### Data for the task

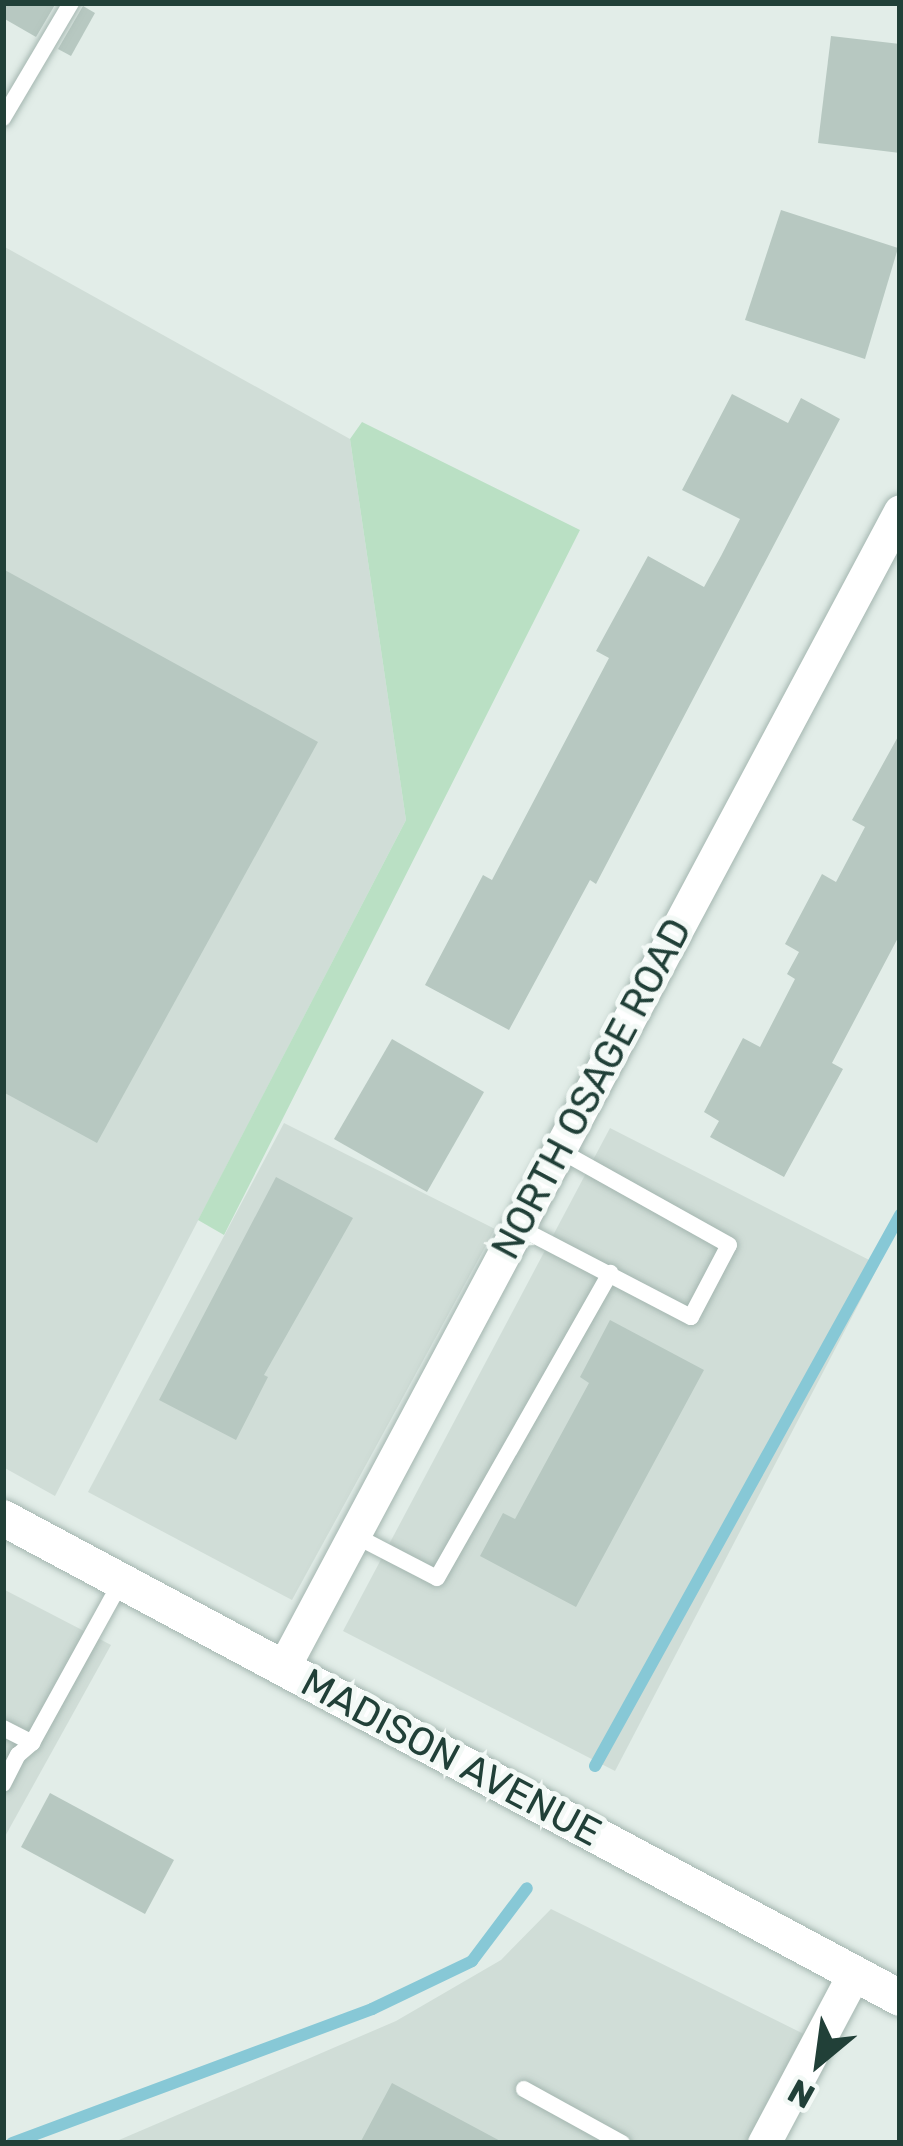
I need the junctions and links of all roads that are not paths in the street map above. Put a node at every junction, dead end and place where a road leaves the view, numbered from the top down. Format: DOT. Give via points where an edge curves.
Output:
graph roads {
  1 [pos="70,3"];
  2 [pos="3,118"];
  3 [pos="900,511"];
  4 [pos="559,1150"];
  5 [pos="518,1227"];
  6 [pos="610,1273"];
  7 [pos="3,1518"];
  8 [pos="354,1535"];
  9 [pos="121,1581"];
  10 [pos="283,1668"];
  11 [pos="3,1728"];
  12 [pos="32,1743"];
  13 [pos="3,1784"];
  14 [pos="854,1974"];
  15 [pos="900,1998"];
  16 [pos="524,2089"];
  17 [pos="622,2143"];
  18 [pos="764,2143"];
  1 -- 2 [label="lane"];
  3 -- 4 [label="street, NORTH OSAGE ROAD"];
  4 -- 5 [label="street, NORTH OSAGE ROAD"];
  4 -- 6 [label="lane" via="729,1245 691,1317"];
  5 -- 6 [label="lane"];
  5 -- 8 [label="street, NORTH OSAGE ROAD"];
  6 -- 8 [label="lane" via="437,1578"];
  7 -- 9 [label="main road, MADISON AVENUE"];
  8 -- 10 [label="street, NORTH OSAGE ROAD"];
  9 -- 10 [label="main road, MADISON AVENUE"];
  9 -- 12 [label="lane"];
  10 -- 14 [label="main road, MADISON AVENUE"];
  11 -- 12 [label="lane"];
  12 -- 13 [label="lane"];
  14 -- 15 [label="main road, MADISON AVENUE"];
  14 -- 18 [label="street"];
  16 -- 17 [label="lane"];
}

### What to produce
Without any pictures, transcribe the listing above exactly as written.

### Solution to the exercise
I need the junctions and links of all roads that are not paths in the street map above. Put a node at every junction, dead end and place where a road leaves the view, numbered from the top down. Format: DOT. Give via points where an edge curves.
Output:
graph roads {
  1 [pos="70,3"];
  2 [pos="3,118"];
  3 [pos="900,511"];
  4 [pos="559,1150"];
  5 [pos="518,1227"];
  6 [pos="610,1273"];
  7 [pos="3,1518"];
  8 [pos="354,1535"];
  9 [pos="121,1581"];
  10 [pos="283,1668"];
  11 [pos="3,1728"];
  12 [pos="32,1743"];
  13 [pos="3,1784"];
  14 [pos="854,1974"];
  15 [pos="900,1998"];
  16 [pos="524,2089"];
  17 [pos="622,2143"];
  18 [pos="764,2143"];
  1 -- 2 [label="lane"];
  3 -- 4 [label="street, NORTH OSAGE ROAD"];
  4 -- 5 [label="street, NORTH OSAGE ROAD"];
  4 -- 6 [label="lane" via="729,1245 691,1317"];
  5 -- 6 [label="lane"];
  5 -- 8 [label="street, NORTH OSAGE ROAD"];
  6 -- 8 [label="lane" via="437,1578"];
  7 -- 9 [label="main road, MADISON AVENUE"];
  8 -- 10 [label="street, NORTH OSAGE ROAD"];
  9 -- 10 [label="main road, MADISON AVENUE"];
  9 -- 12 [label="lane"];
  10 -- 14 [label="main road, MADISON AVENUE"];
  11 -- 12 [label="lane"];
  12 -- 13 [label="lane"];
  14 -- 15 [label="main road, MADISON AVENUE"];
  14 -- 18 [label="street"];
  16 -- 17 [label="lane"];
}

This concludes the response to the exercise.